Category Archives: Unity

Posts relating to Unity projects

Making a game in Unity 3D

Published / by robsws / Leave a Comment

Contrary to what I planned before, I decided to go back to Unity and take on a 3D project this time.

The main reason I hadn’t decided to do this earlier was feeling like I would need to create 3D assets. Having dabbled with importing 3D assets before via the asset store, I was a little daunted by how I would even begin to integrate these into my own game. Therefore, I decided to make acquiring and using an asset package from the asset store a key goal for my next project so that 3D projects no longer felt as daunting to take on in the future. I decided to limit myself to the downloaded assets and try not to get tempted to start making any art of my own.

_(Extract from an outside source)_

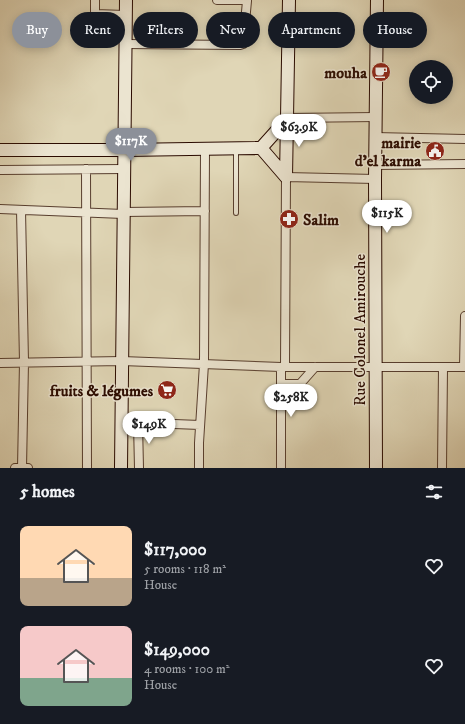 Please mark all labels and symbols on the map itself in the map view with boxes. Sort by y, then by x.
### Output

I eventually settled on downloading the 3D Platformer Game Kit as it seemed to have all the basic assets I would need for a classic 3D platforming game. On downloading, I was surprised at how much functionality was already included on top of the models and animations. In fact, I was a little disappointed as I was hoping to have to code some of the movement and physics myself as a learning exercise. As a direct consequence of this, I decided that a project goal should be to make significant changes to the movement logic already present within the package, if not replacing it all completely by the end.

Whilst thinking about how I could modify the movement logic, I had the idea of moving the character automatically around waypoints in the level, similar to something like Myst but from a third person perspective. Moving around the level could then be some kind of turn-based puzzle, where the player must avoid predictable enemy AI and collect items before making it to the exit. Since this would make most of the existing movement code obsolete (as it is designed for a freely moving platformer), I decided it would be an ideal mechanic to try and implement.

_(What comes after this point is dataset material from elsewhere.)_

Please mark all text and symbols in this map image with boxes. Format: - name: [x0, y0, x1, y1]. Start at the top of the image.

Although this idea meets all my personal goals, I am concerned about whether the final game will be fun to play. First of all, if the game is a puzzle game at heart, it may frustrate the players not to have a full view of the level at any one time so that they can formulate a plan for making it through. However, this obfuscation might also add to the fun, as some players may enjoy exploring the level and noting down routes. Secondly, I will need to be careful to make movement times between the waypoints fairly quick as it may be frustrating not to be able to execute puzzle solutions quickly as soon as the player knows exactly what they need to do.

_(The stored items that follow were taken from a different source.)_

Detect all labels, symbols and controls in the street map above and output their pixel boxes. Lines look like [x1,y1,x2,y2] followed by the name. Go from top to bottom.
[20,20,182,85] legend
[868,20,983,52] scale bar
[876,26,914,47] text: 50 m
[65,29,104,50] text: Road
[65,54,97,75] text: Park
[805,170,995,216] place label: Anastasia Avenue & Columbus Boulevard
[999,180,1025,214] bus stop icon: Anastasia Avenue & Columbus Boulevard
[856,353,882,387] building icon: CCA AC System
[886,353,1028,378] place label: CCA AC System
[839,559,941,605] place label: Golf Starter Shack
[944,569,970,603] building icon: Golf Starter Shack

My rough project plan is as follows:

  • Implement basic mechanics – adjust the existing asset code to implement movement between waypoints rather than free movement.
  • Refactor existing code – remove any code that has become unnecessary to the new movement system.
  • Implement enemies – add enemies and different kinds of enemy AI. The AI should never be random as the player should be able to puzzle their way through. Basic AI should include patrolling enemies and enemies who react to seeing you.
  • Implement items – add collectible items in levels. My current idea is to have the level complete-able having picked up only one collectible, but in order to unlock more levels the player will need more further down the line.
  • Implement game mechanics – add support for multiple levels and have a way to end levels. I want all levels to exist in the same world and be visible from other levels, but performance may be a limitation as the game grows larger.
  • Add some levels – design a small number of basic levels. Hopefully at this point this should just be a case of dragging and dropping prefabs into Unity, so the challenge here will be more of a puzzle design challenge, especially with so few core game mechanics.
  • Add UI and menus – add the finishing touches such as UI elements, music and a menu screen.

At this point I could probably end the project, but if I want to continue, I have some other ideas:

  • Implement advanced mechanics – keys and doors within levels, switches, moving platforms etc.
  • Add more levels – add more levels introducing the new mechanics gradually.
  • Re-skin the game – at this point I may have had a better idea for the general story/aesthetic of the game, so I may want to switch out the models/animations/textures I have for some that better fit in with this theme.
  • Play test – ask some friends to play the game and give feedback on all aspects. I will most likely do this at earlier points as well.

Of course my main goals here are still learning goals, but I’m excited to see whether a fun game can emerge out of that!

Making a simple platformer

Published / by robsws / Leave a Comment


A little while ago, I decided to have a go at making this Amiga game from my childhood:

This project actually ended up being much more difficult than I anticipated, which I guess is why it makes a lot of sense to start out with these smaller scope projects. Whilst the majority of it didn’t cause too many issues, there were one or two key problems which I spent a lot of time on.

Sprites and animation

The first thing I did was attempt to make some sprites. I’m actually pretty happy with the little guy in a suit, even if his Microsoft Paint heritage wasn’t particularly subtle.


I also made a bunch of animation frames for him to run around and set about making him animate in Unity. The animation tools allow you to set up a state machine that decides what animation should be playing at any one moment. The transitions can be triggered by setting the parameters from the C# scripts assigned to the player object.

2017-01-09 (3).png

This diagram used to be a lot more complicated, as I had separate sprites/animations for moving left and moving right. It turns out that you can flip the sprite easily by simply negating the scale of the object’s transform. This trick made the state machine much simpler and much less confusing. This lesson alone was probably worth the time I put in so far, since moving a 2D character left and right is probably something I’m going to want to do again at some point.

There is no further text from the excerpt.